Her accusation surprised him. "Why would I do that?"
She swallowed. "I don't know. I just know that I have no powers."
"Why are you so afraid of them?"
"Because..."
He cocked his head as her voice trailed off and she didn't finish her sentence.
"Because?" he prompted.
She looked up at him and the grief in her eyes took his breath. "When I was fifteen," she said in a hushed tone, "I had a dream." She blinked back tears as she gripped the counter beside her. "I used to have a lot of them back then. They always came true. In this one, my best friend was killed in a car wreck. I saw her. I felt her panic and I heard the last thoughts that went through her mind before she died."
Kyrian clenched his teeth at the pain he heard in her voice. Reaching out, he took her hand in his. Her icy fingers were shaking.
"When I saw her at school, I did everything I could to keep her from going home that day with Bobby Thibideaux. I even told her about my dream." Tears fell again. "She didn't listen. She told me I was stupid and mean and jealous because he liked her and not me."
She shook her head as she relived that day. "I wasn't jealous, Hunter, I just didn't want her to die."
He stroked her fingers, trying to warm her hand. "I know, Amanda."
"She got in the car with me screaming at her to get out. Everyone at school was staring at me, but I didn't care. Tabitha pulled me away so they could leave and everyone was laughing."
She licked her dry lips. "They weren't laughing the next morning when they found out the two of them had died on the way home. They called me a freak. For the next three years, no one wanted to be near me. I was that weirdo girl who saw things."
Anger flashed in her eyes as she looked up at him. "Tell me, what good are these so-called powers when they make people afraid of me? Why can I see things I can't change? What good is that?"
Kyrian had no answer for her. All he could do was feel her inner pain and turmoil.
"Don't you understand?" she continued. "I don't want to know the future when I can't stop it. I want to be normal," she insisted, her voice cracking on the last word. "I don't want to be like Talon or my grandmother and have dead people talking to me. I don't want to know what you're feeling. I just want to live my life like other people. Don't you ever want that?"

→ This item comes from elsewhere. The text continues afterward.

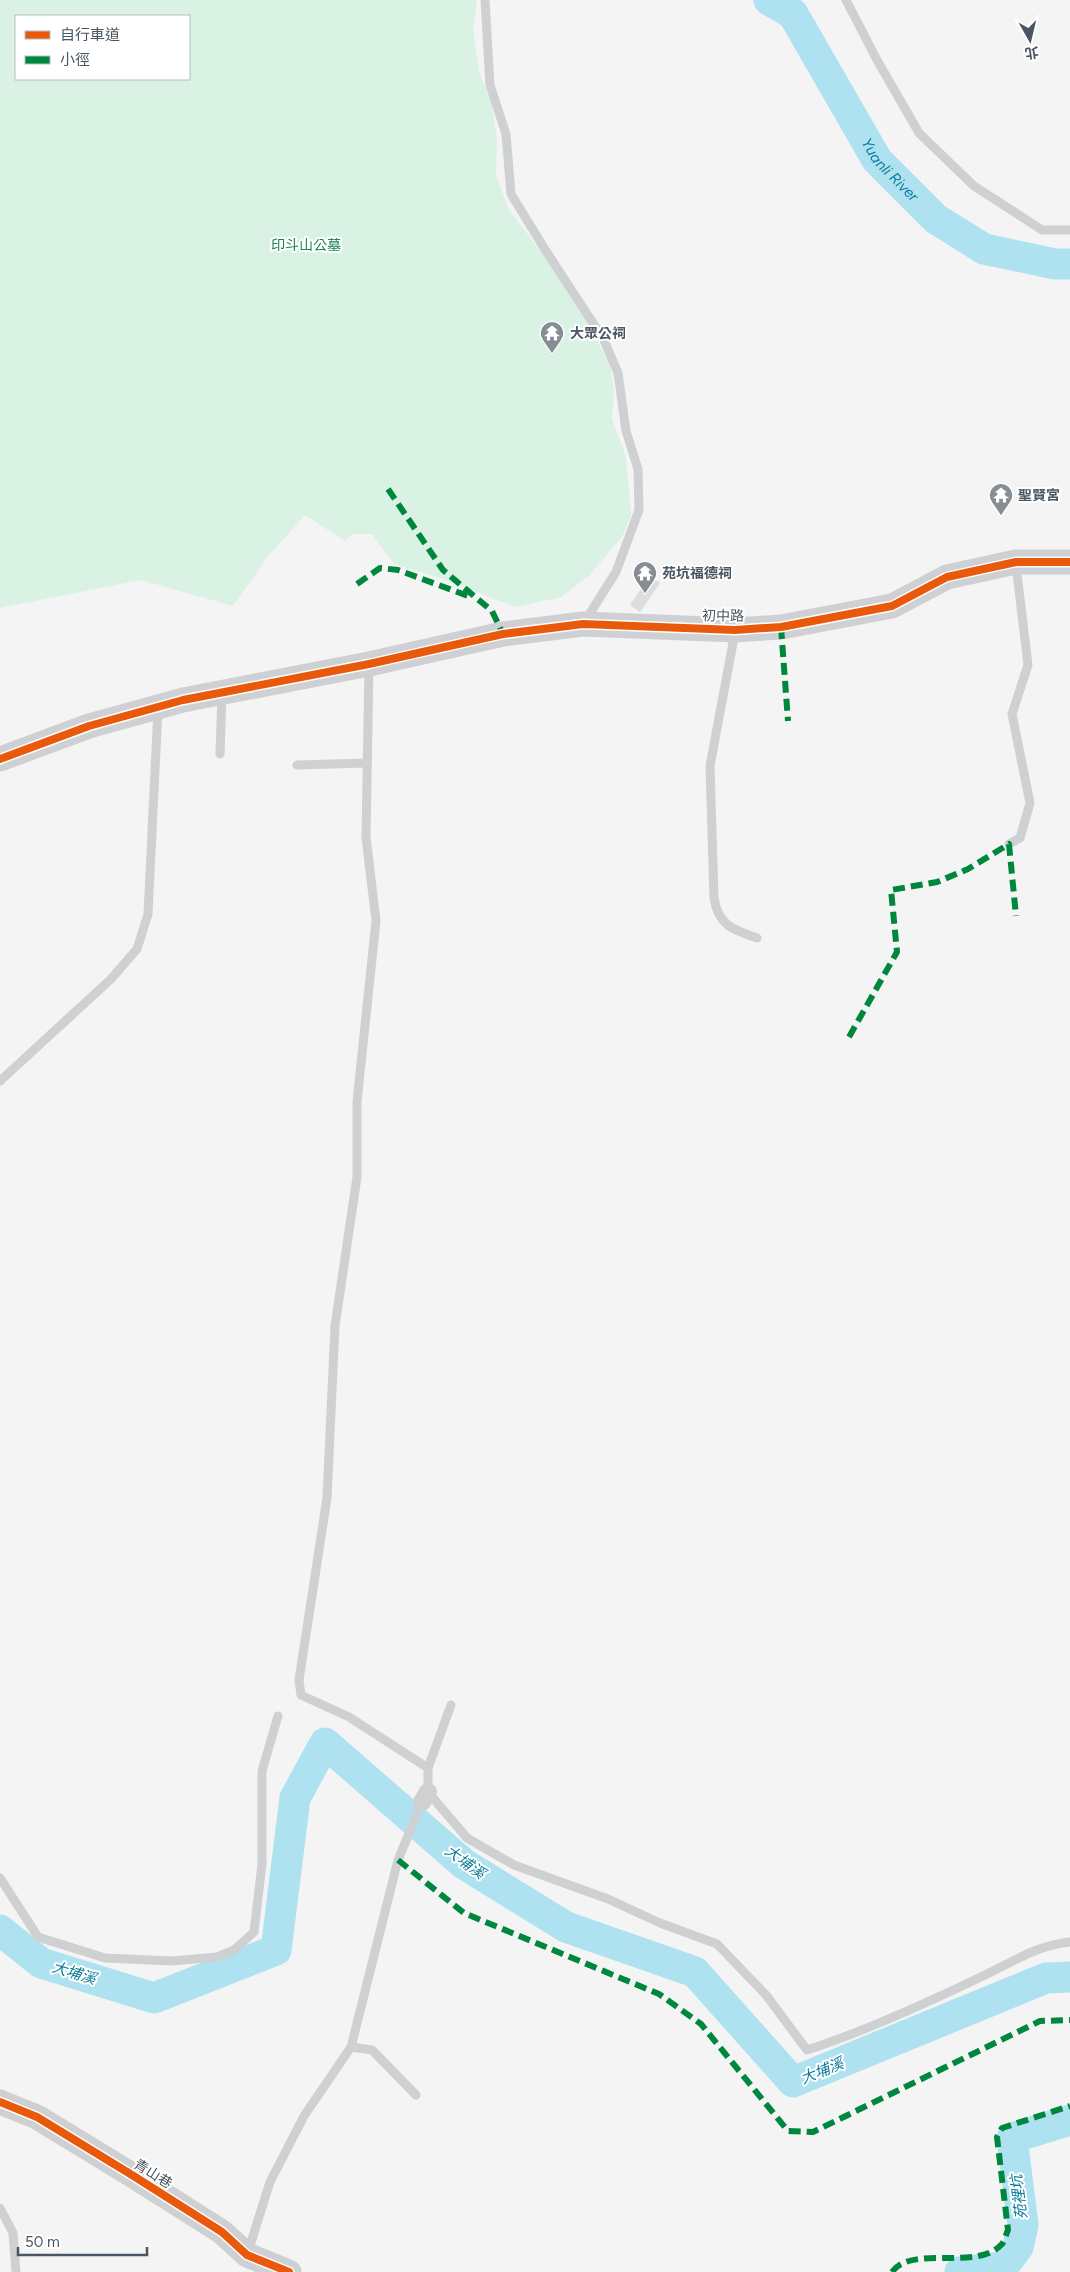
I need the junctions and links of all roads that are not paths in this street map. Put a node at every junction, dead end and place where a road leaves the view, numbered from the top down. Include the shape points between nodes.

Closing his eyes against the unfounded agony that clenched his heart, Kyrian let go of the softness of her skin and stepped back from her. "It wouldn't matter if I did."
Amanda started at the look on his face. She'd wounded him somehow. "I'm sorry, Hunter, I didn't mean-"

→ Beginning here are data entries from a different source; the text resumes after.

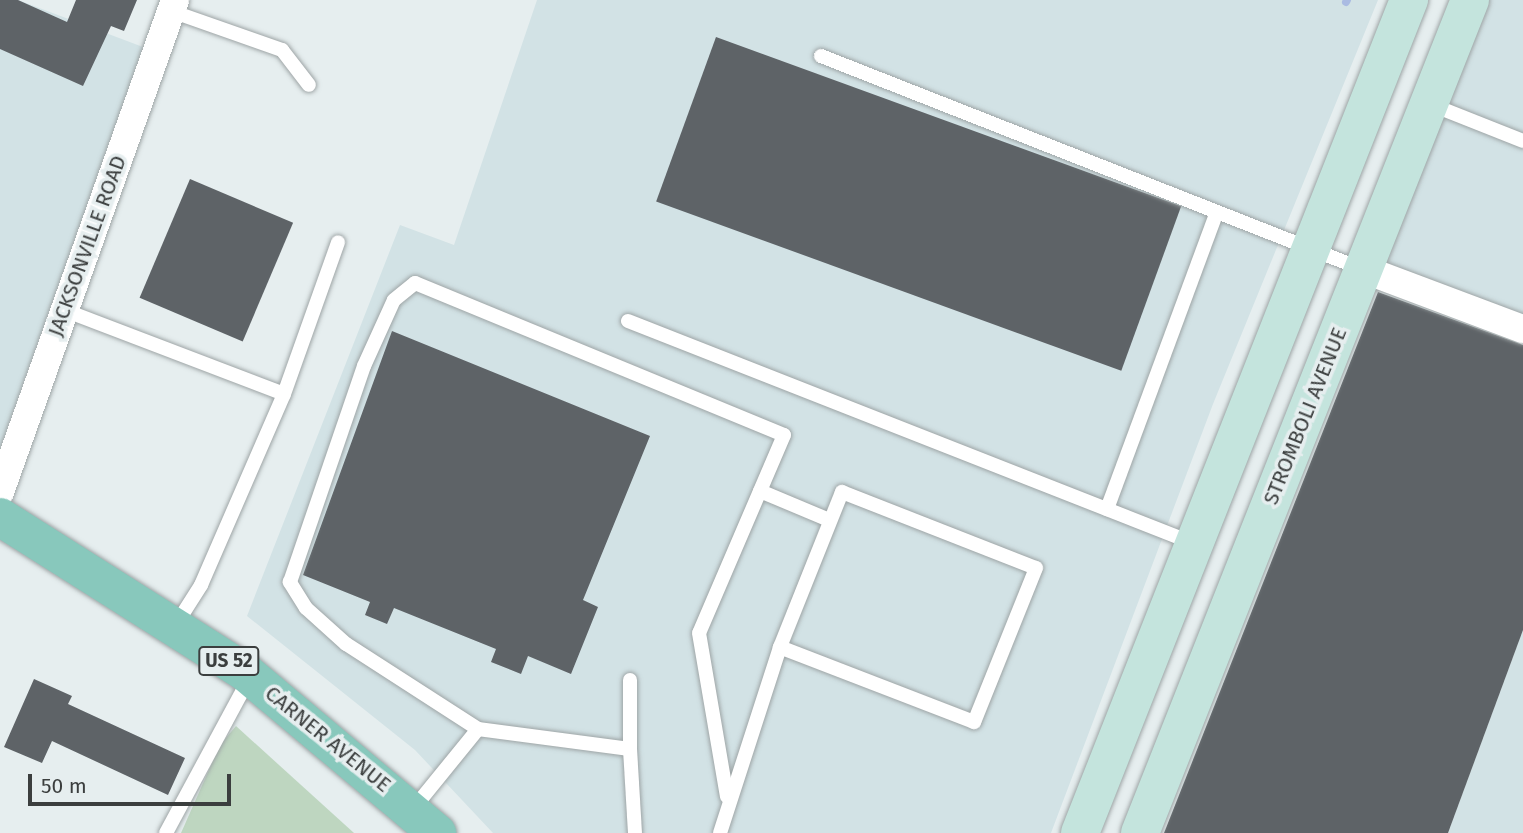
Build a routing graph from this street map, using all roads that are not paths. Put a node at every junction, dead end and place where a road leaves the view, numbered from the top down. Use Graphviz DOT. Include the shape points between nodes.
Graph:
graph roads {
  1 [pos="1409,0"];
  2 [pos="1470,0"];
  3 [pos="173,6"];
  4 [pos="821,56"];
  5 [pos="309,85"];
  6 [pos="1429,103"];
  7 [pos="1523,141"];
  8 [pos="1216,214"];
  9 [pos="338,242"];
  10 [pos="1310,251"];
  11 [pos="1363,270"];
  12 [pos="64,310"];
  13 [pos="628,321"];
  14 [pos="1523,329"];
  15 [pos="284,394"];
  16 [pos="760,491"];
  17 [pos="0,492"];
  18 [pos="1107,509"];
  19 [pos="0,517"];
  20 [pos="829,520"];
  21 [pos="1195,544"];
  22 [pos="174,627"];
  23 [pos="780,647"];
  24 [pos="251,676"];
  25 [pos="630,680"];
  26 [pos="478,729"];
  27 [pos="631,749"];
  28 [pos="727,797"];
  29 [pos="425,821"];
  30 [pos="166,833"];
  31 [pos="635,833"];
  32 [pos="720,833"];
  33 [pos="1080,833"];
  34 [pos="1140,833"];
  1 -- 10 [label="street"];
  2 -- 6 [label="street, STROMBOLI AVENUE"];
  3 -- 5 [label="lane" via="282,50"];
  3 -- 12 [label="street, JACKSONVILLE ROAD"];
  4 -- 8 [label="lane"];
  6 -- 7 [label="lane"];
  6 -- 11 [label="street, STROMBOLI AVENUE"];
  8 -- 10 [label="lane"];
  8 -- 18 [label="lane"];
  9 -- 15 [label="lane"];
  10 -- 11 [label="lane"];
  10 -- 21 [label="street"];
  11 -- 14 [label="street"];
  11 -- 34 [label="street, STROMBOLI AVENUE"];
  12 -- 15 [label="lane"];
  12 -- 17 [label="street, JACKSONVILLE ROAD"];
  13 -- 18 [label="lane"];
  15 -- 22 [label="lane" via="201,585"];
  16 -- 20 [label="lane"];
  16 -- 26 [label="lane" via="784,435 415,283 394,300 290,582 306,608 346,644"];
  16 -- 28 [label="lane" via="699,632"];
  18 -- 21 [label="lane"];
  19 -- 22 [label="main road, CARNER AVENUE / US 52"];
  20 -- 23 [label="lane"];
  20 -- 23 [label="lane" via="842,492 1036,568 974,722"];
  21 -- 33 [label="street"];
  22 -- 24 [label="main road, CARNER AVENUE / US 52"];
  23 -- 28 [label="lane"];
  24 -- 29 [label="main road, CARNER AVENUE / US 52"];
  24 -- 30 [label="lane"];
  25 -- 27 [label="lane"];
  26 -- 27 [label="lane"];
  26 -- 29 [label="lane"];
  27 -- 31 [label="lane"];
  28 -- 32 [label="lane"];
}
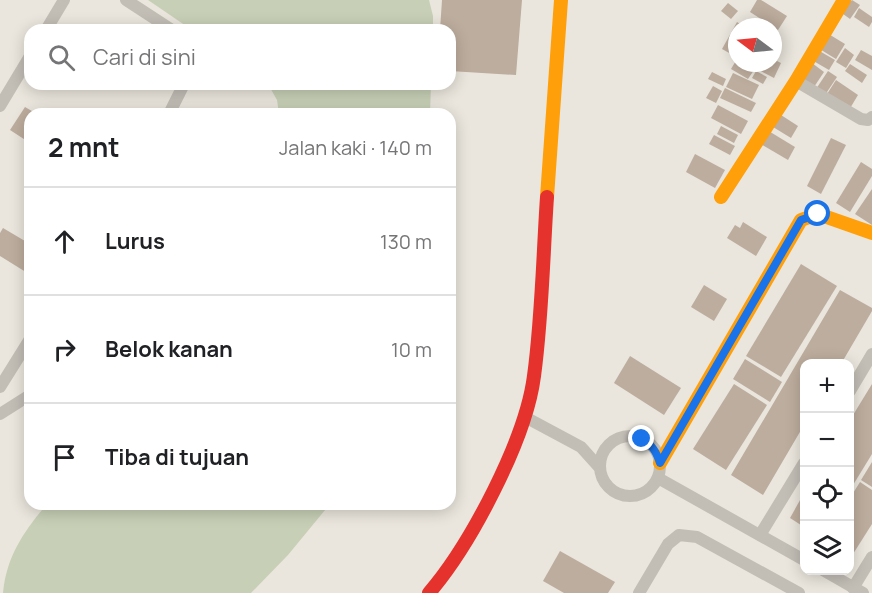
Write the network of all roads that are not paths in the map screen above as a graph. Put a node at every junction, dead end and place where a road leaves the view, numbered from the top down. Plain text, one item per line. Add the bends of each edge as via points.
1 (64, 0) edge
2 (126, 0) edge
3 (561, 0) edge
4 (844, 0) edge
5 (50, 24) edge
6 (163, 24) edge
7 (24, 66) edge
8 (796, 81) junction
9 (182, 90) edge
10 (178, 99) junction
11 (0, 106) edge
12 (172, 108) edge
13 (176, 108) edge
14 (872, 117) edge
15 (721, 197) dead end
16 (872, 233) edge
17 (24, 349) edge
18 (872, 354) edge
19 (854, 383) edge
20 (0, 387) edge
21 (24, 398) edge
22 (0, 414) edge
23 (525, 417) junction
24 (581, 447) junction
25 (605, 448) junction
26 (660, 463) junction
27 (599, 467) junction
28 (802, 467) edge
29 (658, 478) junction
30 (760, 535) junction
31 (872, 557) edge
32 (800, 558) edge
33 (832, 575) edge
34 (858, 590) edge
35 (429, 593) edge
36 (639, 593) edge
37 (799, 593) edge

1 - 5 street
2 - 6 street
3 - 23 street via 534,377
4 - 8 street
7 - 11 street
8 - 14 street via 861,119
8 - 15 street
9 - 10 street
10 - 12 street
10 - 13 street
16 - 26 street via 818,214 801,220
17 - 20 street
18 - 19 street
21 - 22 street
23 - 24 street
23 - 35 street via 472,530
24 - 25 street
24 - 27 street
25 - 26 street via 613,441 632,436 651,444
25 - 27 street
26 - 29 street
27 - 29 street via 605,485 621,496 640,495
28 - 30 street
29 - 30 street
30 - 32 street
31 - 34 street
33 - 34 street
36 - 37 street via 668,544 680,535 697,537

"It's okay," he said slowly. He moved to stand by a chair and she watched the way he gripped the edge of it. Though he was trying hard to hide it, she could sense his pain.
"You're right," he said at last. "There are times when I do miss being able to feel the sunshine on my face. I miss so many things that I can't even begin to count them all. I have learned the best thing to do is to not torture myself with the memory of it." He looked up at her and the heat in his eyes scorched her. "But people like us have special gifts. We can't be normal."

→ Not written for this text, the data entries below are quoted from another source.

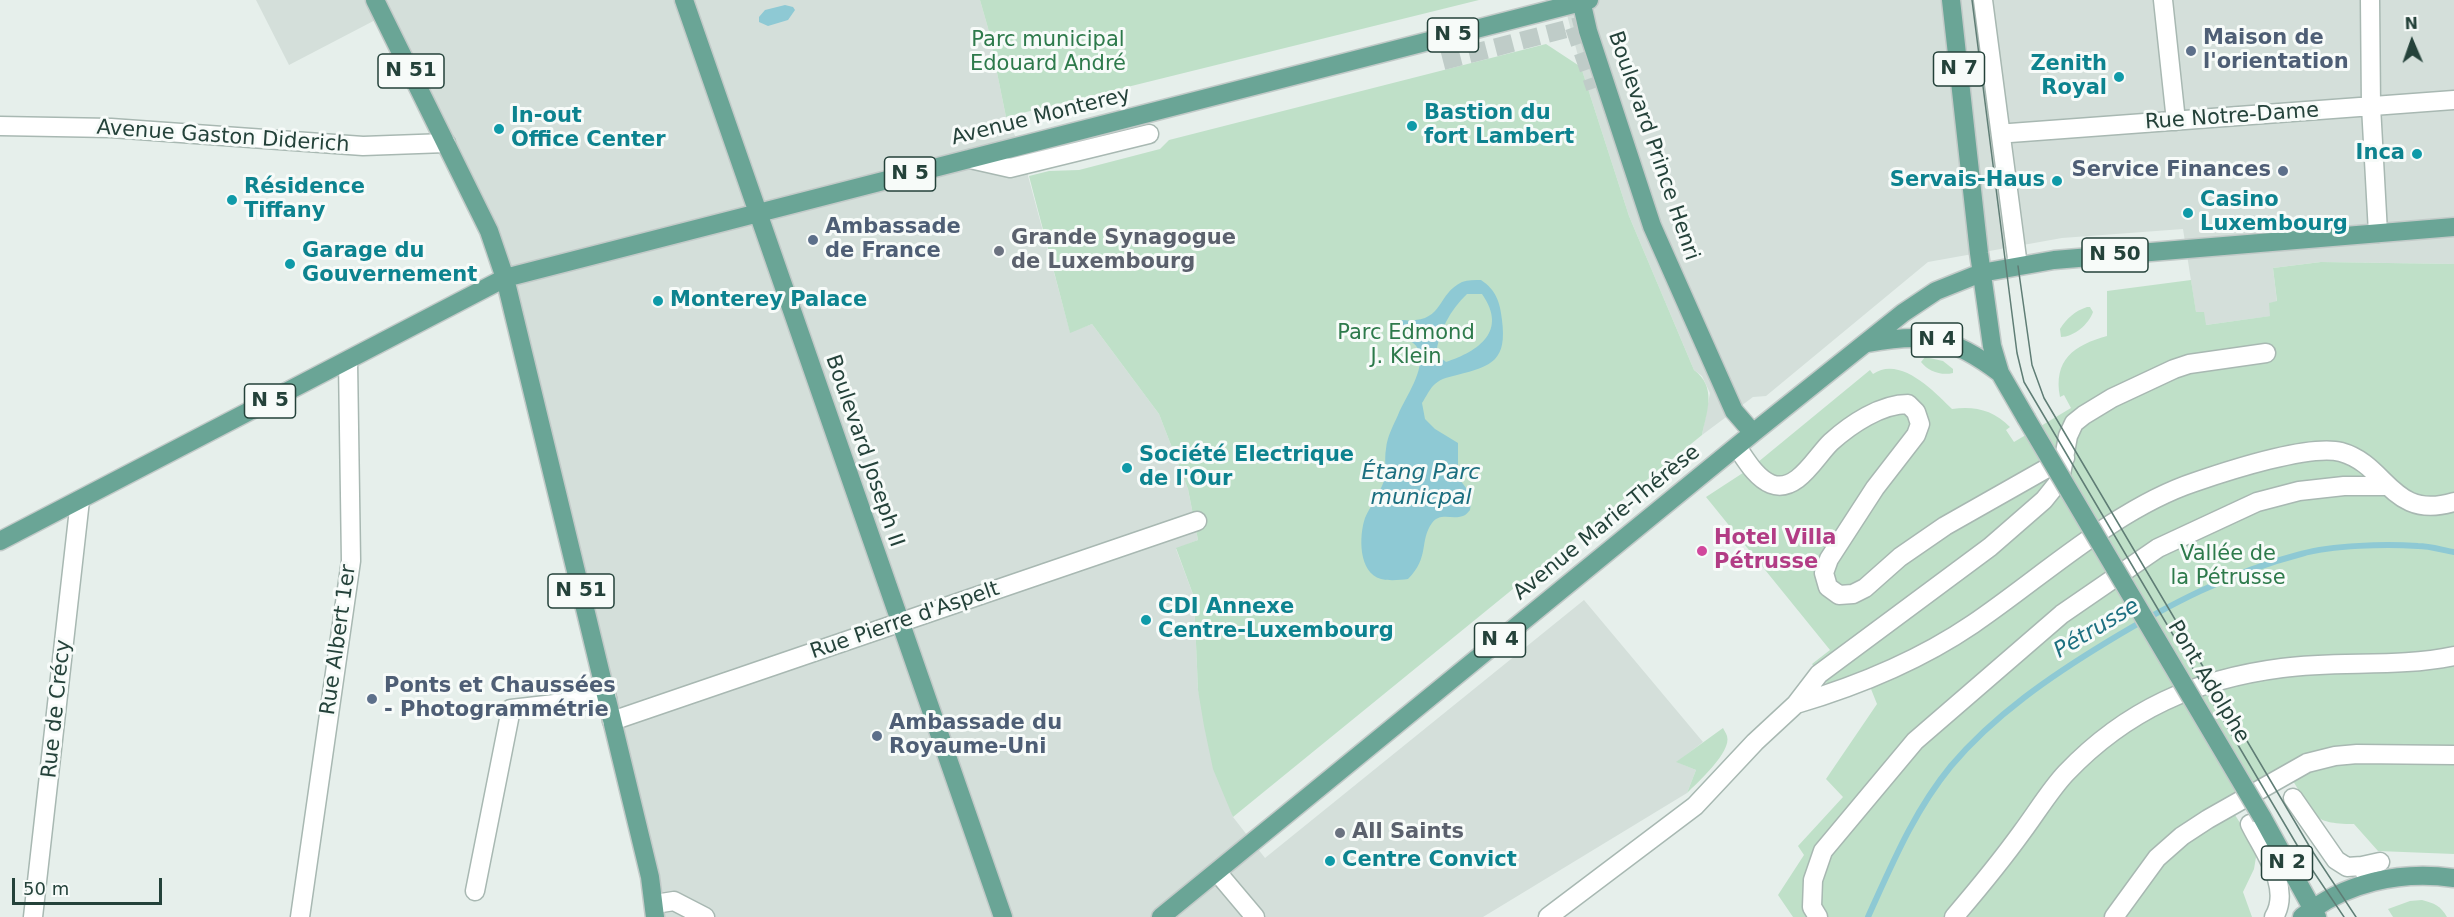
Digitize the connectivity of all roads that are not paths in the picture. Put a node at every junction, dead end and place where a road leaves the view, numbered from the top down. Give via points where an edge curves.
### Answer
1 (375, 0) edge
2 (684, 0) edge
3 (1951, 0) edge
4 (1983, 0) edge
5 (2163, 0) edge
6 (2370, 0) edge
7 (1584, 1) edge
8 (2454, 100) edge
9 (2371, 106) junction
10 (2176, 121) junction
11 (0, 126) edge
12 (2010, 133) dead end
13 (1149, 134) dead end
14 (446, 143) junction
15 (970, 159) junction
16 (757, 213) junction
17 (2454, 226) edge
18 (2378, 233) junction
19 (2018, 266) junction
20 (1981, 273) junction
21 (505, 278) junction
22 (1867, 343) junction
23 (2266, 353) dead end
24 (348, 361) junction
25 (2000, 373) junction
26 (1753, 433) junction
27 (1737, 447) junction
28 (2065, 458) junction
29 (2386, 486) junction
30 (80, 500) junction
31 (2454, 502) edge
32 (1197, 521) dead end
33 (0, 541) edge
34 (900, 622) junction
35 (2454, 656) edge
36 (607, 698) junction
37 (1796, 704) junction
38 (612, 721) junction
39 (2454, 755) edge
40 (2293, 798) dead end
41 (2256, 820) junction
42 (2380, 862) dead end
43 (1217, 872) junction
44 (2454, 878) edge
45 (476, 891) dead end
46 (655, 910) edge
47 (2310, 914) edge
48 (33, 917) edge
49 (300, 917) edge
50 (705, 917) edge
51 (1003, 917) edge
52 (1161, 917) edge
53 (1256, 917) edge
54 (1548, 917) edge
55 (1818, 917) edge
56 (1954, 917) edge
57 (2114, 917) edge
58 (2274, 917) edge

1 - 14 main road, N 51
2 - 16 main road, Boulevard Joseph II
3 - 20 main road, N 7
4 - 19 street
5 - 10 street
6 - 9 street
7 - 15 main road, Avenue Monterey / N 5
7 - 26 main road, Boulevard Prince Henri via 1588,31 1652,226 1734,411
8 - 9 street, Rue Notre-Dame
9 - 10 street, Rue Notre-Dame
9 - 18 street
10 - 12 street, Rue Notre-Dame
11 - 14 street, Avenue Gaston Diderich via 152,130 363,146
13 - 15 street via 1011,168
14 - 21 main road, N 51 via 489,231
15 - 16 main road, Avenue Monterey / N 5
16 - 21 main road, Avenue Monterey / N 5
16 - 34 main road, Boulevard Joseph II
17 - 18 main road, N 50
18 - 19 main road, N 50
19 - 20 main road, N 50
20 - 22 main road, Avenue Marie-Thérèse / N 4 via 1936,291
20 - 25 main road, N 2
21 - 24 main road, N 5
21 - 36 main road, N 51
22 - 25 main road, N 4 via 1900,337 1949,342
22 - 26 main road, Avenue Marie-Thérèse / N 4
23 - 28 street via 2188,364 2112,398 2074,423
24 - 30 main road, N 5
24 - 49 street, Rue Albert 1er via 351,561
25 - 41 main road, Pont Adolphe / N 2, bridge
26 - 27 main road, Avenue Marie-Thérèse / N 4
27 - 28 street via 1761,478 1772,485 1786,485 1855,423 1887,407 1908,404 1916,412 1920,424 1916,435 1875,488 1829,559 1824,573 1828,587 1839,595 1865,588 1945,526
27 - 43 main road, Avenue Marie-Thérèse / N 4
28 - 37 street via 2060,480 2044,500 1990,547 1819,674
29 - 31 street via 2416,505
29 - 37 street via 2361,461 2325,450 2255,463 2192,482 2136,510 1972,625 1920,655 1834,693
29 - 55 street via 2299,491 2257,502 2158,548 2062,614 1915,741 1823,851 1813,880 1812,907
30 - 33 main road, N 5
30 - 48 street, Rue de Crécy
32 - 34 street, Rue Pierre d'Aspelt
34 - 38 street, Rue Pierre d'Aspelt
34 - 51 main road, Boulevard Joseph II
35 - 56 street via 2415,663 2336,664 2259,671 2176,694 2138,714 2099,742 2065,774
36 - 38 main road, N 51
36 - 45 street via 511,709
37 - 54 street via 1695,806
38 - 46 main road, N 51
39 - 57 street via 2357,754 2300,766 2182,837 2157,858
40 - 42 street via 2336,860 2363,870
41 - 47 main road, Pont Adolphe / N 2
41 - 58 street via 2279,883 2280,903
43 - 52 main road, Avenue Marie-Thérèse / N 4
43 - 53 street
44 - 47 main road, N 2 via 2423,876 2375,881 2336,894
46 - 50 street via 674,901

Amanda didn't want to hear that. Her heart couldn't take that news. "Maybe you can't. But I can. I don't let myself feel those powers anymore. They are dead to me."
He laughed bitterly. "And you think I'm stubborn."
"Hunter, please," she said, hating the agony she heard in her tone. "I just wish it were the day before yesterday. I wish I could wake up and have all this be a nightmare."
In that moment, she felt something that scared her. It was just a quick twinge of the powers he referred to. And the sensation of it sliced through her as she heard his thoughts.
Wish you had never met me, you mean.
She moved toward him. "Hunter..."
He dodged her touch and went to the counter where the phone was. He picked the phone up and handed it to her. "Call Tabitha and tell her to stay at your mother's until Friday. She can come and go in the daytime, but after dark it is imperative that she stay indoors."
"She won't like that."
Aggravated fury smoldered in his midnight eyes. "Then have your mother tie her down. We're not dealing with regular vampires here. These Daimons have unlocked some exceedingly dangerous powers, and until Talon and I figure out what we're dealing with, she needs to lie low."